### Exercise goal
Please copy every line from the records below that contains the string "dead".

### Source data

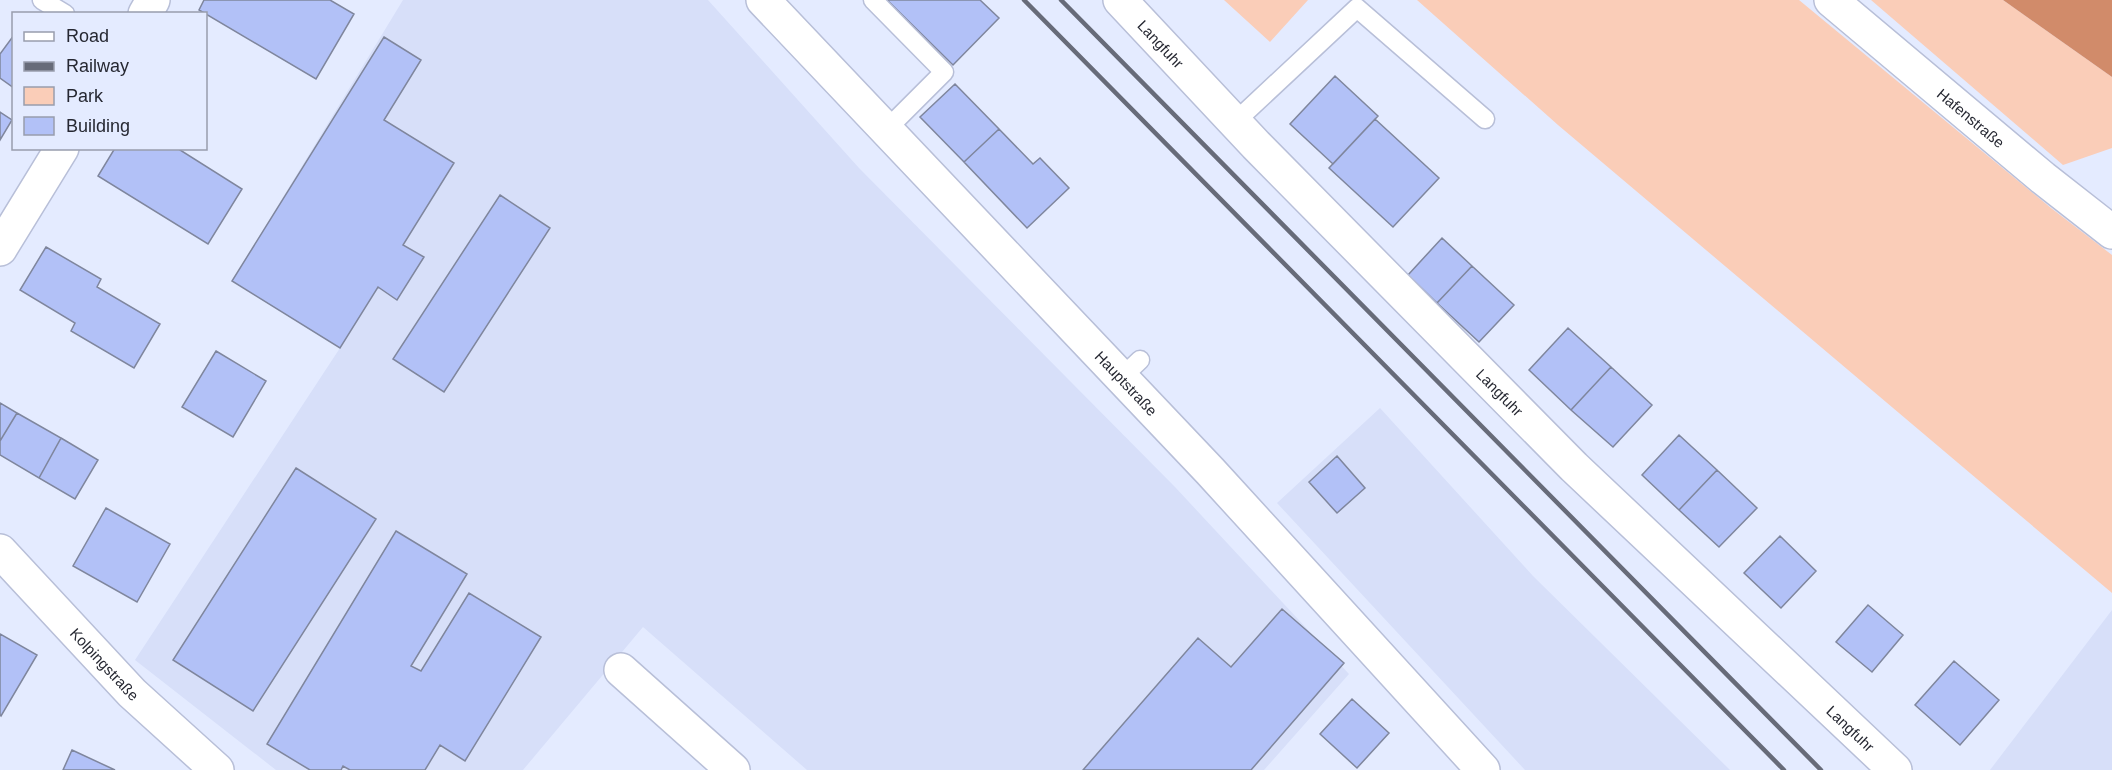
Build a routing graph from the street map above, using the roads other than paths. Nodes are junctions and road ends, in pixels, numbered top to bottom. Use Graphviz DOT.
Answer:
graph roads {
  1 [pos="42,0"];
  2 [pos="763,0"];
  3 [pos="873,0"];
  4 [pos="1120,0"];
  5 [pos="1832,0"];
  6 [pos="62,12"];
  7 [pos="1485,119"];
  8 [pos="1235,122"];
  9 [pos="887,129"];
  10 [pos="61,150"];
  11 [pos="2104,218"];
  12 [pos="0,249"];
  13 [pos="0,551"];
  14 [pos="621,670"];
  15 [pos="217,770"];
  16 [pos="733,770"];
  17 [pos="1483,770"];
  18 [pos="1895,770"];
  1 -- 6 [label="lane"];
  2 -- 9 [label="street, Hauptstraße"];
  3 -- 9 [label="lane"];
  4 -- 8 [label="street, Langfuhr"];
  5 -- 11 [label="street, Hafenstraße"];
  7 -- 8 [label="lane"];
  8 -- 18 [label="street, Langfuhr"];
  9 -- 17 [label="street, Hauptstraße"];
  10 -- 12 [label="street"];
  13 -- 15 [label="street, Kolpingstraße"];
  14 -- 16 [label="street"];
}
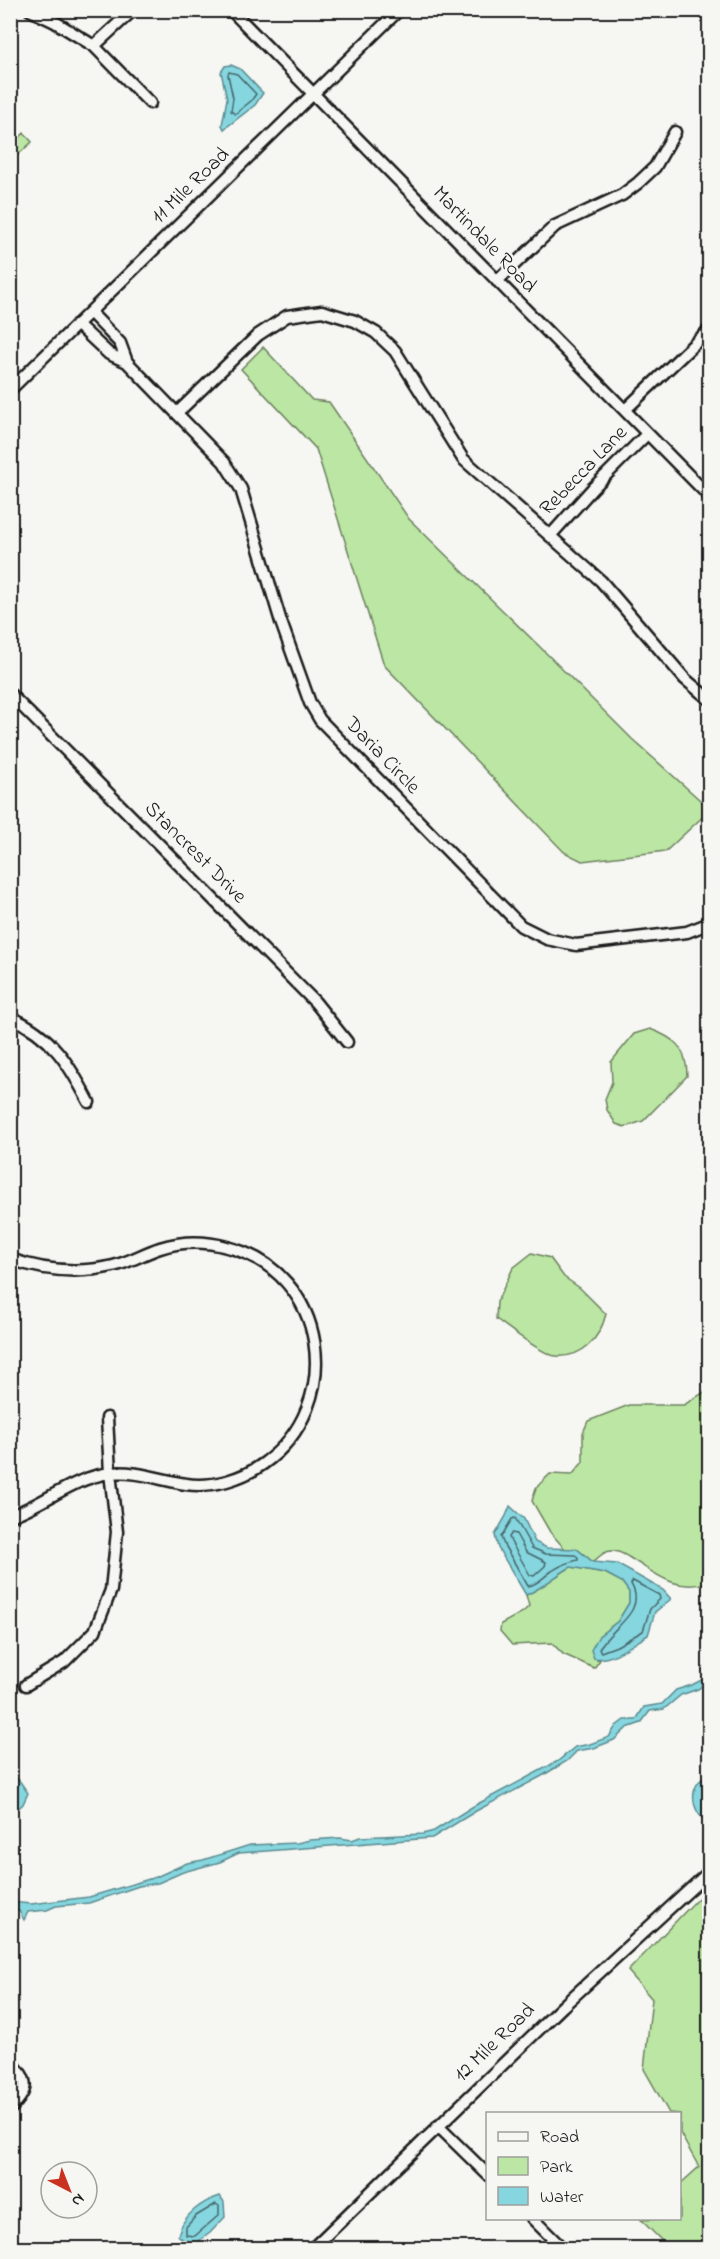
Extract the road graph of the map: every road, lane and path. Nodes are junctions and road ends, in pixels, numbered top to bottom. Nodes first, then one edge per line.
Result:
1 (30, 10) edge
2 (133, 10) edge
3 (231, 10) edge
4 (399, 10) edge
5 (94, 46) junction
6 (314, 95) junction
7 (150, 103) dead end
8 (675, 132) dead end
9 (497, 281) junction
10 (90, 312) junction
11 (77, 324) junction
12 (710, 328) edge
13 (127, 362) junction
14 (10, 390) edge
15 (625, 410) junction
16 (177, 413) junction
17 (647, 434) junction
18 (710, 497) edge
19 (550, 536) junction
20 (10, 694) edge
21 (710, 700) edge
22 (710, 923) edge
23 (10, 1017) edge
24 (347, 1042) dead end
25 (89, 1102) dead end
26 (10, 1259) edge
27 (107, 1418) dead end
28 (110, 1473) junction
29 (10, 1516) edge
30 (26, 1685) dead end
31 (710, 1871) edge
32 (10, 2062) edge
33 (10, 2109) edge
34 (438, 2126) junction
35 (486, 2173) edge
36 (533, 2220) edge
37 (313, 2248) edge
38 (562, 2248) edge

1 - 5 street
2 - 5 street
3 - 6 street, Martindale Road
4 - 6 street, 11 Mile Road
5 - 7 street
6 - 9 street, Martindale Road
6 - 10 street, 11 Mile Road
8 - 9 street
9 - 15 street, Martindale Road
10 - 11 street, 11 Mile Road
10 - 13 street, Daria Circle
11 - 13 street, Daria Circle
11 - 14 street, 11 Mile Road
12 - 15 street
13 - 16 street, Daria Circle
15 - 17 street, Martindale Road
16 - 19 street
16 - 22 street, Daria Circle
17 - 18 street, Martindale Road
17 - 19 street, Rebecca Lane
19 - 21 street
20 - 24 street, Stancrest Drive
23 - 25 street
26 - 28 street
27 - 28 street
28 - 29 street
28 - 30 street
31 - 34 street, 12 Mile Road
32 - 33 street
34 - 35 street
34 - 37 street, 12 Mile Road
36 - 38 street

### Exercise output
7 (150, 103) dead end
8 (675, 132) dead end
24 (347, 1042) dead end
25 (89, 1102) dead end
27 (107, 1418) dead end
30 (26, 1685) dead end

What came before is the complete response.